简体繁体 English

AWS Comprehend 是否对图像进行分类？

[英]Does AWS Comprehend classify images?

原文 2020-04-06 15:42:15 0 3 amazon-web-services/ amazon-comprehend

I am fairly new to AWS Comprehend.我对 AWS Comprehend 还很陌生。 I know that AWS Comprehend can custom classify documents (Text Files).我知道 AWS Comprehend 可以自定义分类文档（文本文件）。 Does, AWS Comprehend also classify Image files? AWS Comprehend 是否也对图像文件进行分类？ Also, while training the model, is it necessary to give the entire document text in the CSV or will just keywords do?此外，在训练 model 时，是否有必要在 CSV 中提供整个文档文本，还是只使用关键字？

The reason being, I want to built a custom classifier that can classify invoice, Pay Stubs and few other such document types which are in image formats.原因是，我想构建一个自定义分类器，可以对发票、付款存根和其他一些图像格式的文档类型进行分类。 Can Comprehend do this?领悟能做到吗？ If so how?如果有怎么办？

Googled quite a lot but couldn't find anything much relevant around.谷歌搜索了很多，但找不到任何相关的东西。 Really appreciate your help with this.非常感谢您对此的帮助。

Thank you!谢谢！

3 个解决方案

Comprehend doesn't do this natively, so you would have to build a solution. Comprehend 本身并不这样做，因此您必须构建一个解决方案。 Something you could try is to combine Amazon Textract (for extracting the details from the documents) and then Comprehend to classify them.您可以尝试结合Amazon Textract （用于从文档中提取详细信息）然后 Comprehend 对它们进行分类。

From the FAQ, Textract calls out this as a common use case.在常见问题解答中，Textract 将此称为常见用例。 I couldn't find an exact example of someone doing this, but it is directly called out in the documentation .我找不到有人这样做的确切例子，但它直接在文档中被调用。

Amazon Comprehend only works on text. Amazon Comprehend 仅适用于文本。

Amazon Rekognition works on images. Amazon Rekognition 适用于图像。

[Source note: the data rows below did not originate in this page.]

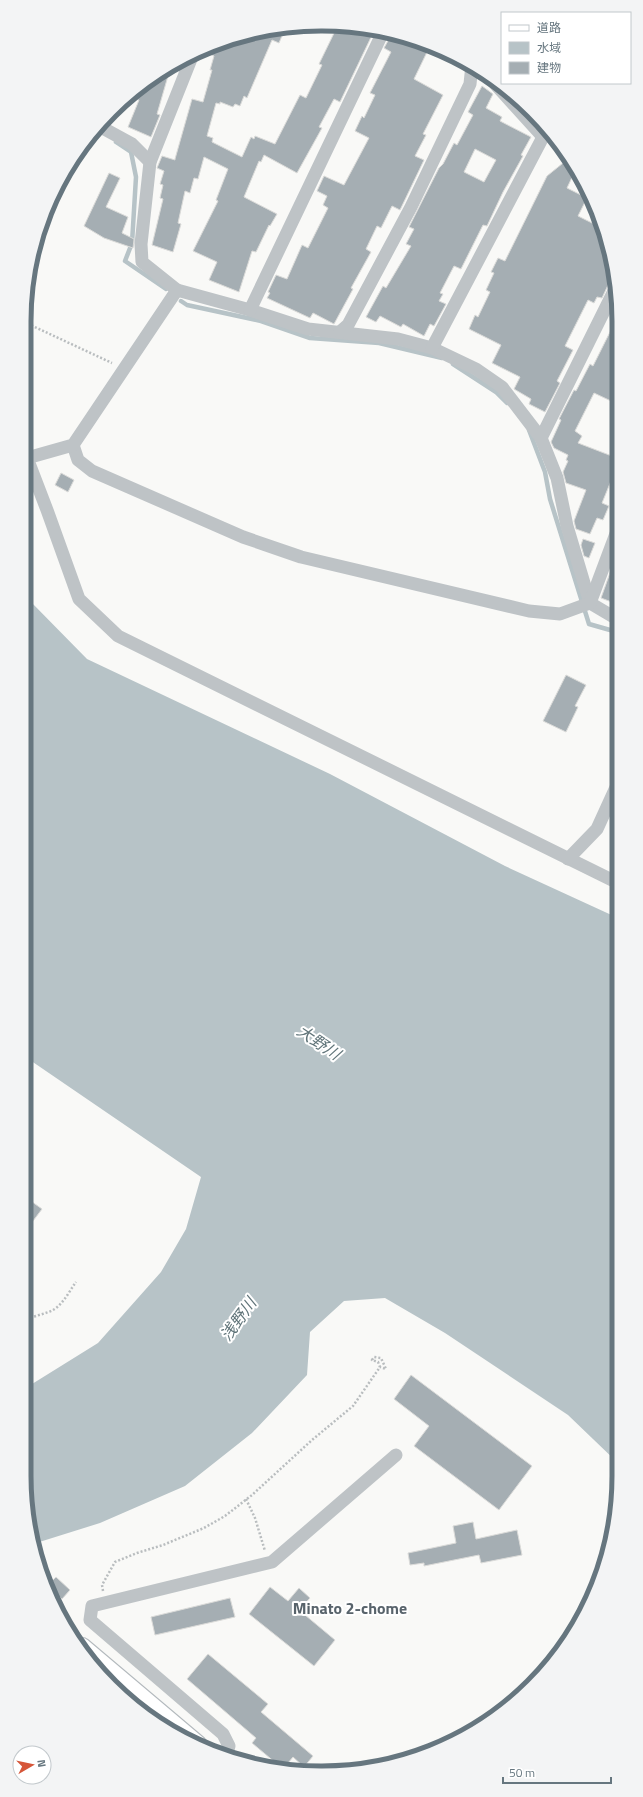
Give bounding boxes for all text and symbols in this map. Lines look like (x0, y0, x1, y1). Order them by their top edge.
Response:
legend (501, 12, 631, 84)
text: 道路 (537, 18, 561, 37)
text: 水域 (537, 38, 561, 57)
text: 建物 (537, 58, 561, 77)
water label: 大野川 (292, 1019, 347, 1066)
water label: 浅野川 (214, 1291, 263, 1345)
district label: Minato 2-chome (293, 1596, 407, 1620)
north arrow (12, 1745, 52, 1785)
text: N (33, 1758, 50, 1768)
scale bar (503, 1759, 611, 1785)
text: 50 m (509, 1763, 535, 1782)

AWS has all the building blocks to accomplish this, but you will have to configure/build this yourself. AWS 拥有完成此任务的所有构建块，但您必须自己配置/构建它。 You can use AWS Textract to extract all the text from a document, and then pass the text into the AWS Comprehend service to do the classification for document type.您可以使用 AWS Textract 从文档中提取所有文本，然后将文本传递到 AWS Comprehend 服务以对文档类型进行分类。

Before you can do this you need to train the machine learning part of Comprehend to do the correct identification of the document types.在执行此操作之前，您需要训练 Comprehend 的机器学习部分以正确识别文档类型。 You need to configure and train a custom classifier in AWS Comprehend where you supply a CSV file with a list of classifications for example 'document type' and then text that would be in the type of document.您需要在 AWS Comprehend 中配置和训练自定义分类器，在其中提供 CSV 文件，其中包含分类列表，例如“文档类型”，然后是文档类型中的文本。 If it is just forms then you can use Textract Form feature to only get key value pairs, then use the keys (labels in the form) as text for the custom classifier.如果只是 forms 那么您可以使用 Textract Form 功能仅获取键值对，然后使用键（表单中的标签）作为自定义分类器的文本。